TASK DETAILS: Write out exactly the lines of the entries below from the one holding "thumb cmc: (182, 205)" to the one holding "pinky dip: (200, 182)", inclusive, and leave out all other lines.

============

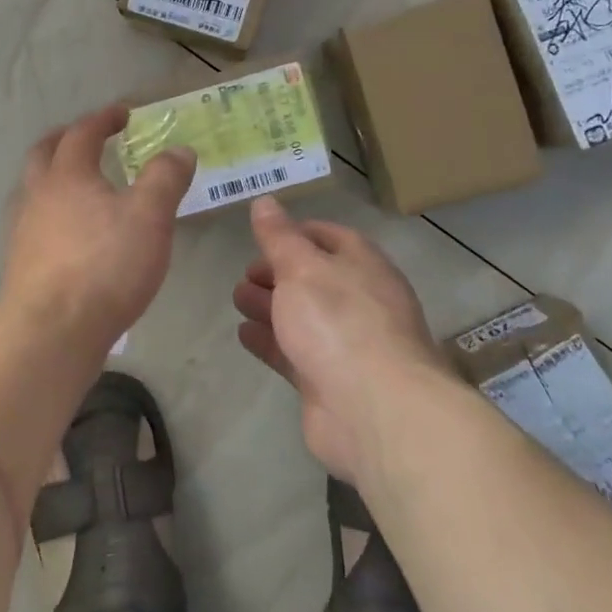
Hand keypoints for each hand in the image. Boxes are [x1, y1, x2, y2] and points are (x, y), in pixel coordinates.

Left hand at [0, 103, 196, 355]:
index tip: (123, 113)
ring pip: (32, 188)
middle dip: (66, 139)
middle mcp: (37, 195)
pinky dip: (50, 212)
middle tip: (88, 138)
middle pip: (44, 153)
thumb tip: (179, 150)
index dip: (103, 119)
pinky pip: (32, 222)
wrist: (51, 331)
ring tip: (78, 186)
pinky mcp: (19, 263)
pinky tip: (67, 233)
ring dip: (52, 176)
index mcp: (67, 175)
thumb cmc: (105, 266)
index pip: (82, 133)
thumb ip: (165, 178)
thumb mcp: (150, 217)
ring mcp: (22, 230)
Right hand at [232, 196, 445, 479]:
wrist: (373, 410)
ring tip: (237, 299)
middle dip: (278, 273)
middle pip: (315, 279)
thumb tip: (265, 201)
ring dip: (270, 306)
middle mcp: (359, 301)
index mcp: (363, 266)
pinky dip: (270, 341)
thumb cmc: (338, 322)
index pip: (330, 237)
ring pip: (303, 317)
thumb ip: (279, 237)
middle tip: (244, 273)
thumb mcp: (302, 267)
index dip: (296, 232)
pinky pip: (294, 353)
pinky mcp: (329, 381)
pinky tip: (243, 334)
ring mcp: (346, 344)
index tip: (263, 234)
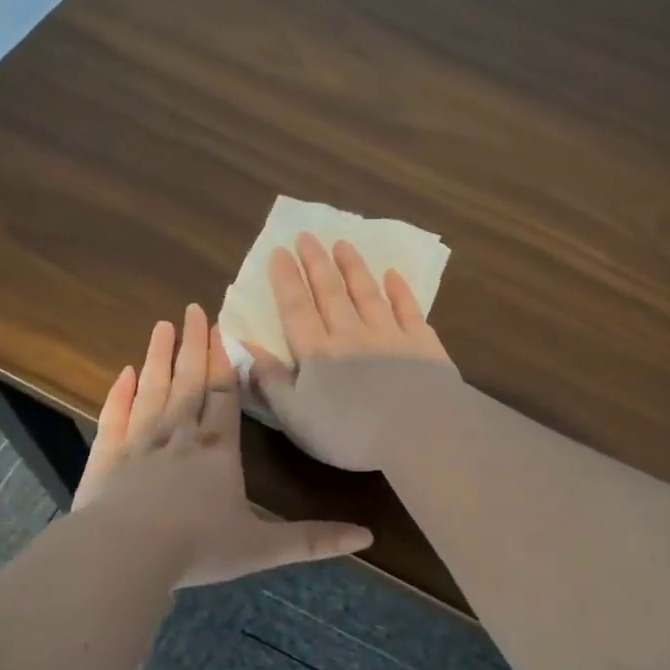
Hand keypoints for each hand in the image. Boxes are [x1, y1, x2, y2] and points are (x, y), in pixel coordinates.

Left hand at [71, 303, 372, 585]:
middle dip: (193, 345)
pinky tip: (124, 374)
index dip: (225, 362)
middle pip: (189, 381)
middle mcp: (179, 435)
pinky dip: (120, 393)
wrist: (125, 554)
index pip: (225, 395)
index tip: (223, 328)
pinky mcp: (107, 457)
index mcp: (218, 450)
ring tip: (161, 326)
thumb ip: (312, 540)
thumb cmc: (198, 547)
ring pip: (153, 390)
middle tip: (192, 309)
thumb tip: (367, 537)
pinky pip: (116, 416)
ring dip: (159, 357)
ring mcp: (139, 442)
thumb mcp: (262, 548)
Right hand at [246, 233, 461, 471]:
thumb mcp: (296, 417)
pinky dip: (399, 291)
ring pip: (367, 293)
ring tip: (342, 244)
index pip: (296, 309)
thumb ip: (271, 382)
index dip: (286, 280)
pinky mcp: (423, 344)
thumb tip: (246, 349)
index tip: (279, 252)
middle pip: (330, 292)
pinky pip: (409, 310)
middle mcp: (351, 335)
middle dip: (316, 263)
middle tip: (306, 236)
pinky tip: (393, 275)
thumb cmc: (350, 433)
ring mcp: (390, 336)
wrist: (419, 432)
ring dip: (353, 268)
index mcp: (317, 353)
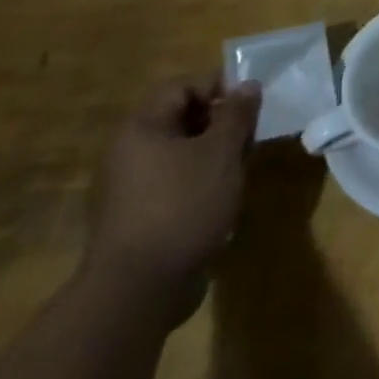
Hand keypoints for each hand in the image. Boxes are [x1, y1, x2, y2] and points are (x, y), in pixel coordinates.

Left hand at [81, 77, 261, 327]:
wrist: (138, 292)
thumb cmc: (182, 205)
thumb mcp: (221, 151)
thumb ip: (238, 113)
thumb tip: (247, 85)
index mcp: (141, 128)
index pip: (182, 87)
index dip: (218, 88)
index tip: (249, 105)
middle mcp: (128, 153)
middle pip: (181, 118)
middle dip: (220, 123)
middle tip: (249, 137)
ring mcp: (129, 188)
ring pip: (180, 152)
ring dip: (214, 154)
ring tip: (240, 169)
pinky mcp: (137, 218)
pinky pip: (173, 183)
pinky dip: (200, 182)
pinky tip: (221, 198)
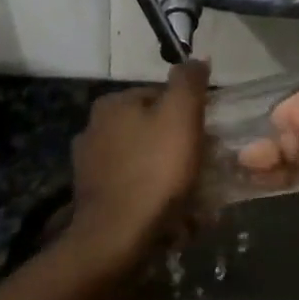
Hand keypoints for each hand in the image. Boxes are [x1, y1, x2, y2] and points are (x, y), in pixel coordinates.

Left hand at [65, 61, 209, 279]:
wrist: (116, 240)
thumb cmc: (155, 171)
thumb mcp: (182, 115)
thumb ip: (190, 82)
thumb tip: (197, 59)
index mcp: (112, 104)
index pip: (161, 96)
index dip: (190, 113)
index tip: (208, 136)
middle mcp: (94, 129)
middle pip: (152, 129)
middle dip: (179, 145)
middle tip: (205, 166)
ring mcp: (90, 167)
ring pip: (144, 160)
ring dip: (168, 174)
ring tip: (194, 197)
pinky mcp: (94, 199)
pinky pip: (134, 188)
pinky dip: (153, 196)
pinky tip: (172, 215)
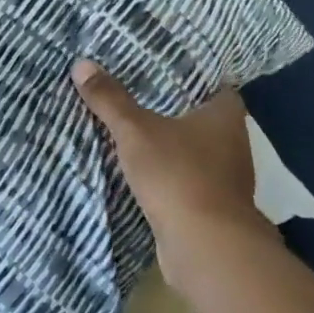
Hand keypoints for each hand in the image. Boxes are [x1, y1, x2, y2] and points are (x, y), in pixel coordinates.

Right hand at [72, 60, 275, 286]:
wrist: (206, 249)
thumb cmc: (178, 175)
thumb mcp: (135, 131)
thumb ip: (110, 99)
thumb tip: (81, 63)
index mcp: (225, 116)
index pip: (213, 82)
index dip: (189, 73)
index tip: (160, 64)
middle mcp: (232, 143)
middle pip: (201, 116)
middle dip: (172, 106)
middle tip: (135, 88)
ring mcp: (224, 178)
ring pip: (192, 149)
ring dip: (168, 142)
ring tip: (131, 124)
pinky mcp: (211, 206)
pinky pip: (185, 177)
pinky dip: (166, 171)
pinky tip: (139, 166)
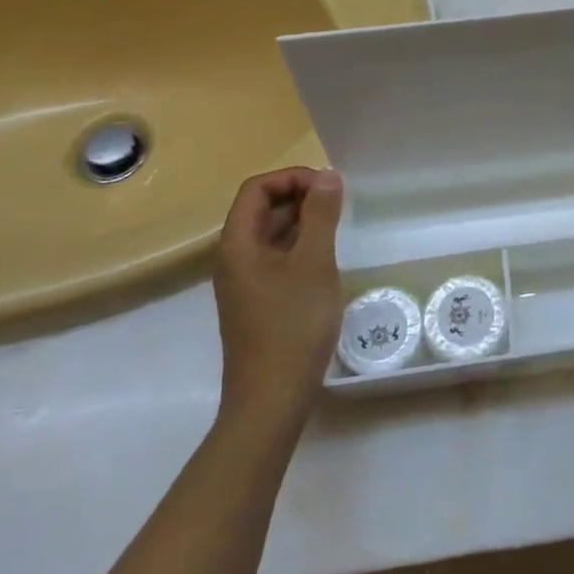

============

REPLY:
thumb cmc: (182, 205)
thumb mcp: (221, 151)
thumb ip: (238, 113)
thumb tip: (247, 85)
index mcp: (141, 128)
index pip: (182, 87)
index dip: (218, 88)
index tip: (249, 105)
middle mcp: (128, 153)
middle pip: (181, 118)
middle dip: (220, 123)
middle tip: (249, 137)
ring mcp: (129, 188)
ring pip: (180, 152)
ring dip: (214, 154)
ring tip: (240, 169)
pinky mcp: (137, 218)
pinky pip: (173, 183)
pinky dip: (200, 182)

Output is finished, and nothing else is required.